462
Opinion of Stevens, J.
While petitioner stresses the shocking disparity between the punitive award and the compensatory award, that shock dissipates when one considers the potential loss to respondents, in terms of reduced or eliminated royalties payments, had petitioner succeeded in its illicit scheme. Thus, even if the actual value of the "potential harm" to respondents is not between $5 million and $8.3 million, but is closer to $4 million, or $2 million, or even $1 million, the disparity between the punitive award and the potential harm does not, in our view, "jar one's constitutional sensibilities." Haslip, 499 U. S., at 18.

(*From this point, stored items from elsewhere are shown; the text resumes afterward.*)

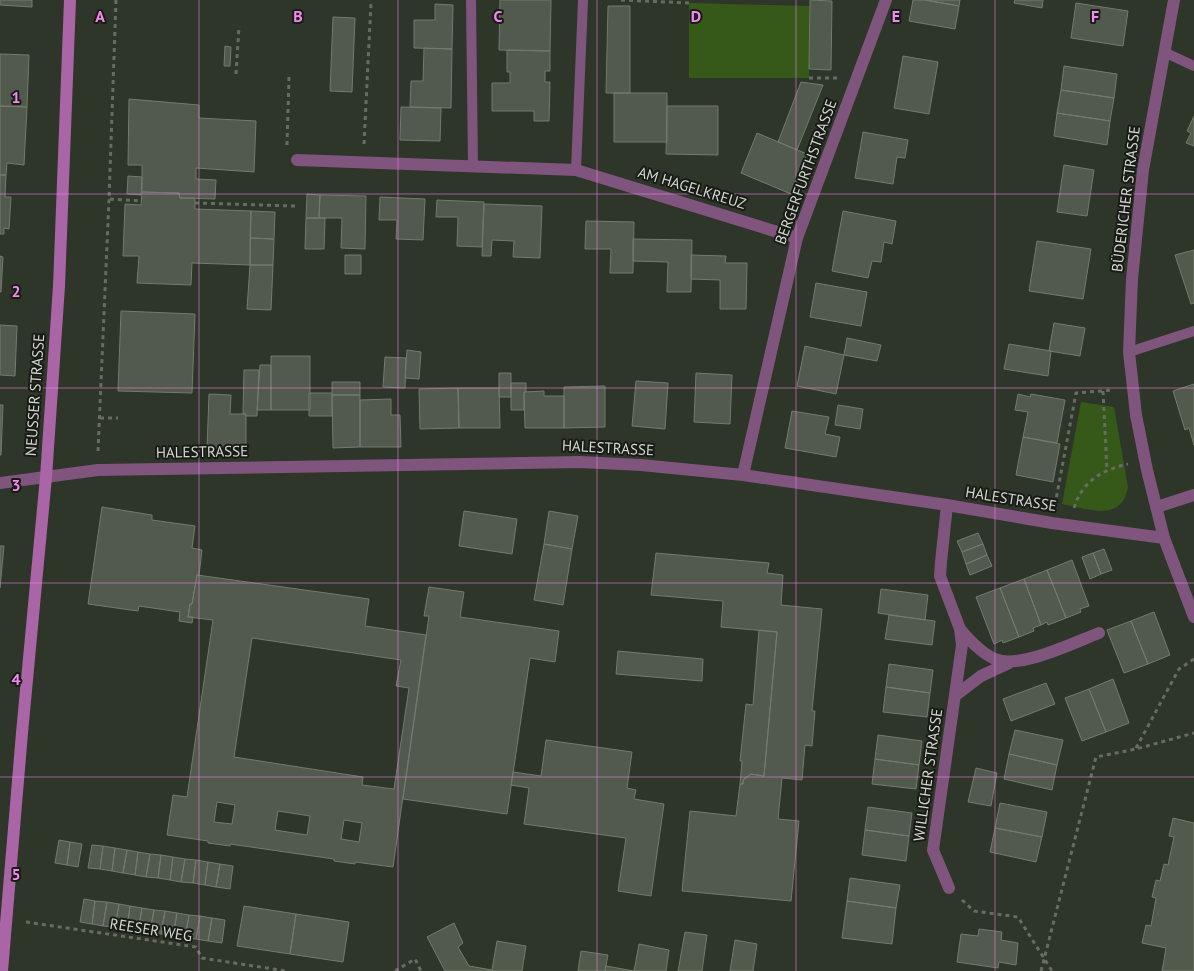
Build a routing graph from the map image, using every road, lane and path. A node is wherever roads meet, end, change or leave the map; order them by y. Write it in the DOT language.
graph roads {
  1 [pos="70,0"];
  2 [pos="116,0"];
  3 [pos="471,0"];
  4 [pos="582,0"];
  5 [pos="621,0"];
  6 [pos="886,0"];
  7 [pos="1174,0"];
  8 [pos="371,3"];
  9 [pos="689,3"];
  10 [pos="239,26"];
  11 [pos="1164,52"];
  12 [pos="1194,66"];
  13 [pos="236,74"];
  14 [pos="289,77"];
  15 [pos="809,78"];
  16 [pos="858,78"];
  17 [pos="297,160"];
  18 [pos="364,162"];
  19 [pos="473,166"];
  20 [pos="576,170"];
  21 [pos="109,199"];
  22 [pos="141,201"];
  23 [pos="195,203"];
  24 [pos="295,206"];
  25 [pos="797,238"];
  26 [pos="1194,331"];
  27 [pos="1130,352"];
  28 [pos="1133,389"];
  29 [pos="1103,391"];
  30 [pos="100,418"];
  31 [pos="118,418"];
  32 [pos="1145,460"];
  33 [pos="98,470"];
  34 [pos="1107,470"];
  35 [pos="743,475"];
  36 [pos="46,477"];
  37 [pos="0,483"];
  38 [pos="1194,495"];
  39 [pos="947,505"];
  40 [pos="1157,507"];
  41 [pos="1052,523"];
  42 [pos="1070,525"];
  43 [pos="1164,538"];
  44 [pos="1194,618"];
  45 [pos="960,629"];
  46 [pos="1099,633"];
  47 [pos="1194,659"];
  48 [pos="1009,663"];
  49 [pos="956,694"];
  50 [pos="1194,733"];
  51 [pos="1136,749"];
  52 [pos="949,888"];
  53 [pos="6,920"];
  54 [pos="1045,959"];
  55 [pos="2,971"];
  56 [pos="286,971"];
  57 [pos="395,971"];
  58 [pos="421,971"];
  59 [pos="1041,971"];
  60 [pos="1052,971"];
  1 -- 36 [label="main road, NEUSSER STRASSE"];
  2 -- 21 [label="path"];
  3 -- 19 [label="lane"];
  4 -- 20 [label="lane"];
  5 -- 9 [label="path"];
  6 -- 16 [label="street, BERGERFURTHSTRASSE"];
  7 -- 11 [label="street, BÜDERICHER STRASSE"];
  8 -- 18 [label="path"];
  10 -- 13 [label="path"];
  11 -- 12 [label="lane"];
  11 -- 27 [label="street, BÜDERICHER STRASSE"];
  14 -- 17 [label="path"];
  15 -- 16 [label="path"];
  16 -- 25 [label="street, BERGERFURTHSTRASSE"];
  17 -- 18 [label="street, AM HAGELKREUZ"];
  18 -- 19 [label="street, AM HAGELKREUZ"];
  19 -- 20 [label="street, AM HAGELKREUZ"];
  20 -- 25 [label="street, AM HAGELKREUZ"];
  21 -- 22 [label="path"];
  21 -- 30 [label="path"];
  23 -- 24 [label="path"];
  25 -- 35 [label="street, BERGERFURTHSTRASSE"];
  26 -- 27 [label="lane"];
  27 -- 28 [label="street, BÜDERICHER STRASSE"];
  28 -- 29 [label="path"];
  28 -- 32 [label="street, BÜDERICHER STRASSE"];
  29 -- 34 [label="path"];
  29 -- 41 [label="path"];
  30 -- 31 [label="path"];
  30 -- 33 [label="path"];
  32 -- 34 [label="path"];
  32 -- 40 [label="street, BÜDERICHER STRASSE"];
  33 -- 35 [label="street, HALESTRASSE"];
  33 -- 36 [label="street, HALESTRASSE"];
  34 -- 42 [label="path"];
  35 -- 39 [label="street, HALESTRASSE"];
  36 -- 37 [label="street, HALESTRASSE"];
  36 -- 53 [label="main road, NEUSSER STRASSE"];
  38 -- 40 [label="street"];
  39 -- 41 [label="street, HALESTRASSE"];
  39 -- 45 [label="street, WILLICHER STRASSE"];
  40 -- 43 [label="street, BÜDERICHER STRASSE"];
  41 -- 42 [label="street, HALESTRASSE"];
  42 -- 43 [label="street, HALESTRASSE"];
  43 -- 44 [label="street, BÜDERICHER STRASSE"];
  45 -- 48 [label="street, WILLICHER STRASSE"];
  45 -- 49 [label="street, WILLICHER STRASSE"];
  46 -- 48 [label="street, WILLICHER STRASSE"];
  47 -- 51 [label="path"];
  48 -- 49 [label="street, WILLICHER STRASSE"];
  49 -- 52 [label="street, WILLICHER STRASSE"];
  50 -- 51 [label="path"];
  51 -- 54 [label="path"];
  52 -- 54 [label="path"];
  53 -- 55 [label="main road, NEUSSER STRASSE"];
  53 -- 56 [label="path, REESER WEG"];
  54 -- 59 [label="path"];
  54 -- 60 [label="path"];
  57 -- 58 [label="path"];
}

In sum, we do not consider the dramatic disparity between the actual damages and the punitive award controlling in a case of this character. On this record, the jury may reasonably have determined that petitioner set out on a malicious and fraudulent course to win back, either in whole or in part, the lucrative stream of royalties that it had ceded to Alliance. The punitive damages award in this case is certainly large, but in light of the amount of money potentially at stake, the bad faith of petitioner, the fact that the scheme employed in this case was part of a larger pattern of fraud, trickery and deceit, and petitioner's wealth,28 we are not persuaded that the award was so "grossly excessive" as to be beyond the power of the State to allow.
IV
TXO also argues that the punitive damages award is the result of a fundamentally unfair procedure because the jury
28 TXO also contends that the admission of evidence of its alleged wrongdoing in other parts of the country, as well as the evidence of its impressive net worth, led the jury to base its award on impermissible passion and prejudice. Brief for Petitioner 22-23. Under well-settled law, however, factors such as these are typically considered in assessing punitive damages. Indeed, the Alabama factors we approved in Haslip included both. See Pacific Mut. Life Ins. Co. v. Haslip, 499 U. S. 1, 21-22 (1991) ("(b) . . . the existence and frequency of similar past conduct; . . . (d) the 'financial position' of the defendant").